Indices gone after upgrade (7.8.0 to 7.9.1)

rcz · November 3, 2020, 12:07pm

Hello,

I'm in a bit of a pickle. A lot of my indices are gone after an upgrade.

I have a Logstash pumping in data into an alias.
The alias still pointed to the same index name after upgrading, but the old data was gone. It has just made a new index.
The indices were rolled every 2 days, and all the previous indices are gone as well.
Not all indices are gone, but I can't find any managed indices from the past few months.

I'm fairly confident that the raw files are still there, since I have about 2.5 TB of index data distributed across my 3 nodes.
I don't think anything was deleted.

Is there any way to recover indices from disk?
Any help is greatly apprecieated!

Thanks,
Martin

warkolm · November 4, 2020, 6:22am

How did you do the upgrade?

rcz · November 4, 2020, 10:13am

Hi Mark. I did the upgrade as I've done many times (per node):

Disable shard reallocation
Upgrade RPM package
Restart Elasticsearch service
Enable shard reallocation
Wait for cluster to report green health

It is a 3 node cluster with each node having all features enabled (all masters).
Is it possible to recover indices from disk?

warkolm · November 4, 2020, 9:47pm

Can you try using https://www.elastic.co/guide/en/elasticsearch/reference/7.9/dangling-indices-list.html?

rcz · November 5, 2020, 9:08am

There seems to be no dangling indices:

# GET /_dangling
{
  "_nodes" : {
    "total" : 3,
    "successful" : 3,
    "failed" : 0
  },
  "cluster_name" : "clm",
  "dangling_indices" : [ ]
}

rcz · November 9, 2020, 3:05pm

Hi again @warkolm,

I found backups of the data directories of each node. They are full filesystem backups. Now I'm wondering which method would be best for restoring those backups.

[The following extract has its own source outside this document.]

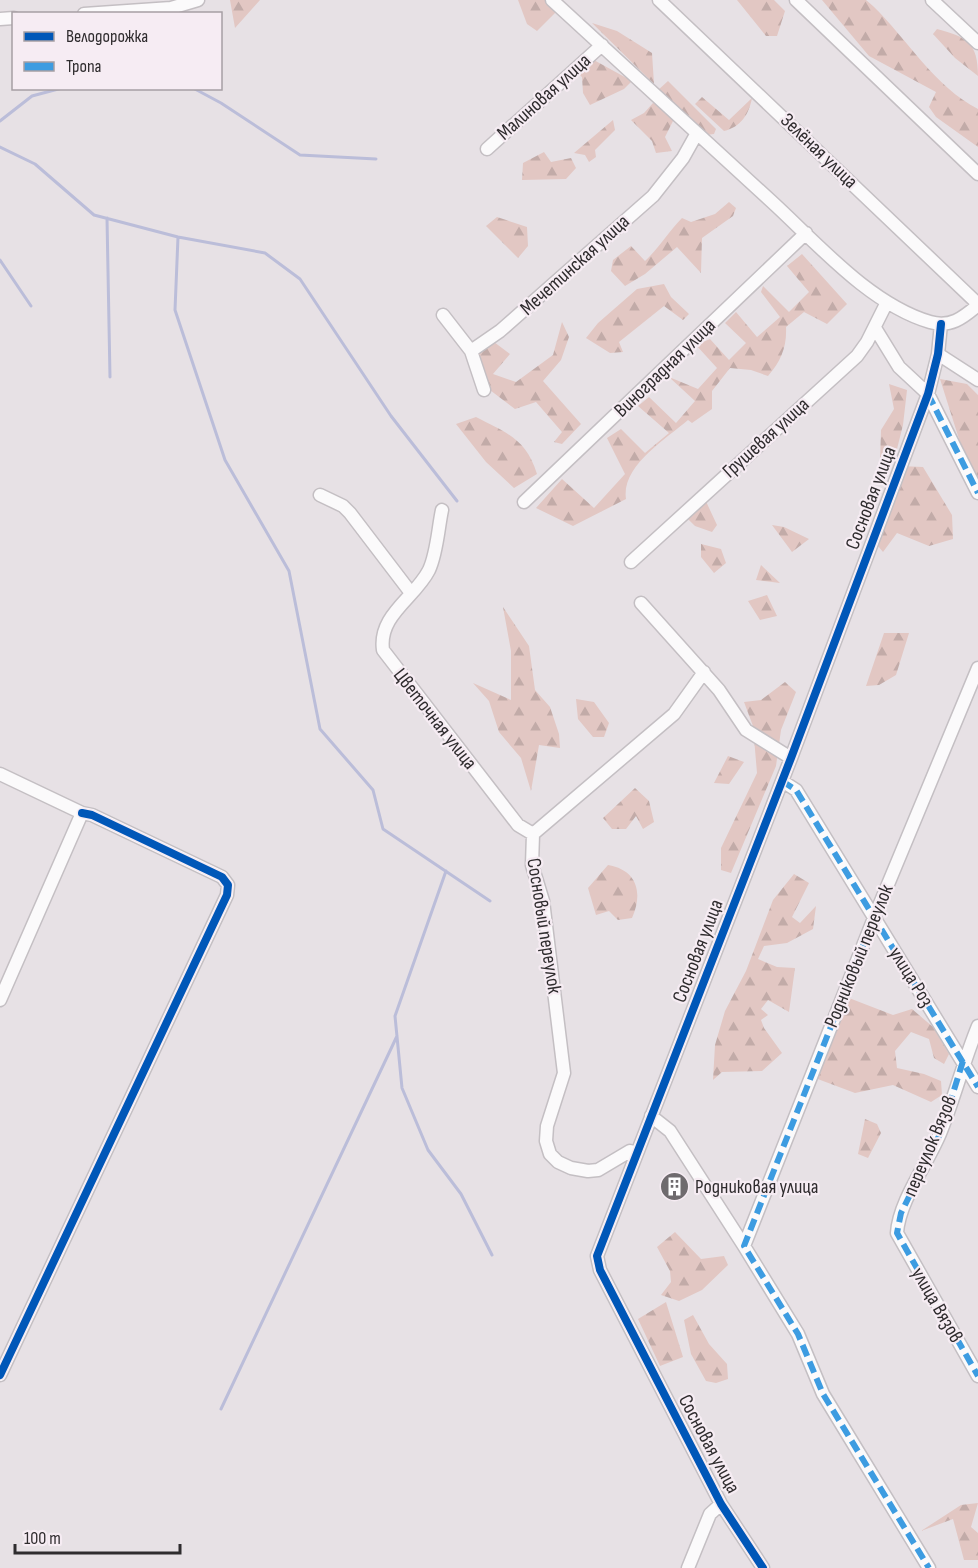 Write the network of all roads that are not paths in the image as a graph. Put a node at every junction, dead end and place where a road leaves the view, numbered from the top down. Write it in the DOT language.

First I thought I could simply copy all the files (nodes directory) over, but now I'm worried what will happen as the index names will probably clash - at least for the newest index of the lost data/first index of new data..?

Another option I see would be to start up a single-node ES cluster with the combined data directories of the 3 backups and then transfer the old indices through snapshots.
Or maybe it's better to make snapshots of the new data, fully restore the backups, and then restore the snapshots.

What would you suggest?
Any help is greatly appreciated!

system · December 7, 2020, 3:05pm

This topic was automatically closed 28 days after the last reply. New replies are no longer allowed.